■ EXERCISE ■
Everything in the listing below needs to be returned word for word.

[Start of Attachment]

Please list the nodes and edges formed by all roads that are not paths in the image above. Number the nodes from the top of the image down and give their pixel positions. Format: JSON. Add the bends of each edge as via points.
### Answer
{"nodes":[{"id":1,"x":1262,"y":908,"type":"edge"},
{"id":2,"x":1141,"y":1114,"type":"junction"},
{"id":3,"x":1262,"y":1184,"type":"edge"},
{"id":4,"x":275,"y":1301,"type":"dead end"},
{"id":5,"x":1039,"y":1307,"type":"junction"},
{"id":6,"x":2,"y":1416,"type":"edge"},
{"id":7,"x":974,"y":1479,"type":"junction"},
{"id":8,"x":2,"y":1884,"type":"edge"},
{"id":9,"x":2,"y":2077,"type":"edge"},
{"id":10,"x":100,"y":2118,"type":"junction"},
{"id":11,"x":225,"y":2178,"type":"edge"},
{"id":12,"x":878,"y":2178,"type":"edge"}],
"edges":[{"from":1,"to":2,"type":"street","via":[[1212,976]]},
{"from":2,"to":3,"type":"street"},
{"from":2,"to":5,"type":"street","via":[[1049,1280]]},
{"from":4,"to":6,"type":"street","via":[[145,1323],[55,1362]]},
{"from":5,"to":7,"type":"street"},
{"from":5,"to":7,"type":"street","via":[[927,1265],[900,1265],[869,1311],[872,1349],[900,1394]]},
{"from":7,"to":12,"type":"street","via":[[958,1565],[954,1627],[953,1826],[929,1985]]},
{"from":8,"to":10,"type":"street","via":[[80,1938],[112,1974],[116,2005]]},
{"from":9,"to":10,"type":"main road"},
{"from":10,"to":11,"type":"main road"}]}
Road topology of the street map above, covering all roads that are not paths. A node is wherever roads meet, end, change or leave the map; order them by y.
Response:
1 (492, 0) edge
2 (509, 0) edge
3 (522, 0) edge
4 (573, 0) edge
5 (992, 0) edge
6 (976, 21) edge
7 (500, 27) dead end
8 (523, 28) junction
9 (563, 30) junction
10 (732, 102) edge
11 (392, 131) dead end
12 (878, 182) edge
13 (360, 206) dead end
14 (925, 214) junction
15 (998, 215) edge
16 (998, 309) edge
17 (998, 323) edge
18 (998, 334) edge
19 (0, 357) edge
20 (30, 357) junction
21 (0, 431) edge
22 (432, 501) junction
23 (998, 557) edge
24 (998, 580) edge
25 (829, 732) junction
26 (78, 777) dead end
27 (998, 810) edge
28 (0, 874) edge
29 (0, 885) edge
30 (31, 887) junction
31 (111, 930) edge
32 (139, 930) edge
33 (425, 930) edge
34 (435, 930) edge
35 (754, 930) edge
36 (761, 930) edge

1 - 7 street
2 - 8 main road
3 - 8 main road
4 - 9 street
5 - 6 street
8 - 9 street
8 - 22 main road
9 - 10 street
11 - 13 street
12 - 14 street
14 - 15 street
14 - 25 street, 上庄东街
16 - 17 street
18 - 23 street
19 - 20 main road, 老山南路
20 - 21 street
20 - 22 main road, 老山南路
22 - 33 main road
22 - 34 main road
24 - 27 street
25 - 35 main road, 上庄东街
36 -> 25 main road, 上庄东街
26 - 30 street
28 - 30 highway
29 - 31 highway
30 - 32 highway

[End of Attachment]

■ ANSWER TO THE PROBLEM ■
Please list the nodes and edges formed by all roads that are not paths in the image above. Number the nodes from the top of the image down and give their pixel positions. Format: JSON. Add the bends of each edge as via points.
### Answer
{"nodes":[{"id":1,"x":1262,"y":908,"type":"edge"},
{"id":2,"x":1141,"y":1114,"type":"junction"},
{"id":3,"x":1262,"y":1184,"type":"edge"},
{"id":4,"x":275,"y":1301,"type":"dead end"},
{"id":5,"x":1039,"y":1307,"type":"junction"},
{"id":6,"x":2,"y":1416,"type":"edge"},
{"id":7,"x":974,"y":1479,"type":"junction"},
{"id":8,"x":2,"y":1884,"type":"edge"},
{"id":9,"x":2,"y":2077,"type":"edge"},
{"id":10,"x":100,"y":2118,"type":"junction"},
{"id":11,"x":225,"y":2178,"type":"edge"},
{"id":12,"x":878,"y":2178,"type":"edge"}],
"edges":[{"from":1,"to":2,"type":"street","via":[[1212,976]]},
{"from":2,"to":3,"type":"street"},
{"from":2,"to":5,"type":"street","via":[[1049,1280]]},
{"from":4,"to":6,"type":"street","via":[[145,1323],[55,1362]]},
{"from":5,"to":7,"type":"street"},
{"from":5,"to":7,"type":"street","via":[[927,1265],[900,1265],[869,1311],[872,1349],[900,1394]]},
{"from":7,"to":12,"type":"street","via":[[958,1565],[954,1627],[953,1826],[929,1985]]},
{"from":8,"to":10,"type":"street","via":[[80,1938],[112,1974],[116,2005]]},
{"from":9,"to":10,"type":"main road"},
{"from":10,"to":11,"type":"main road"}]}
Road topology of the street map above, covering all roads that are not paths. A node is wherever roads meet, end, change or leave the map; order them by y.
Response:
1 (492, 0) edge
2 (509, 0) edge
3 (522, 0) edge
4 (573, 0) edge
5 (992, 0) edge
6 (976, 21) edge
7 (500, 27) dead end
8 (523, 28) junction
9 (563, 30) junction
10 (732, 102) edge
11 (392, 131) dead end
12 (878, 182) edge
13 (360, 206) dead end
14 (925, 214) junction
15 (998, 215) edge
16 (998, 309) edge
17 (998, 323) edge
18 (998, 334) edge
19 (0, 357) edge
20 (30, 357) junction
21 (0, 431) edge
22 (432, 501) junction
23 (998, 557) edge
24 (998, 580) edge
25 (829, 732) junction
26 (78, 777) dead end
27 (998, 810) edge
28 (0, 874) edge
29 (0, 885) edge
30 (31, 887) junction
31 (111, 930) edge
32 (139, 930) edge
33 (425, 930) edge
34 (435, 930) edge
35 (754, 930) edge
36 (761, 930) edge

1 - 7 street
2 - 8 main road
3 - 8 main road
4 - 9 street
5 - 6 street
8 - 9 street
8 - 22 main road
9 - 10 street
11 - 13 street
12 - 14 street
14 - 15 street
14 - 25 street, 上庄东街
16 - 17 street
18 - 23 street
19 - 20 main road, 老山南路
20 - 21 street
20 - 22 main road, 老山南路
22 - 33 main road
22 - 34 main road
24 - 27 street
25 - 35 main road, 上庄东街
36 -> 25 main road, 上庄东街
26 - 30 street
28 - 30 highway
29 - 31 highway
30 - 32 highway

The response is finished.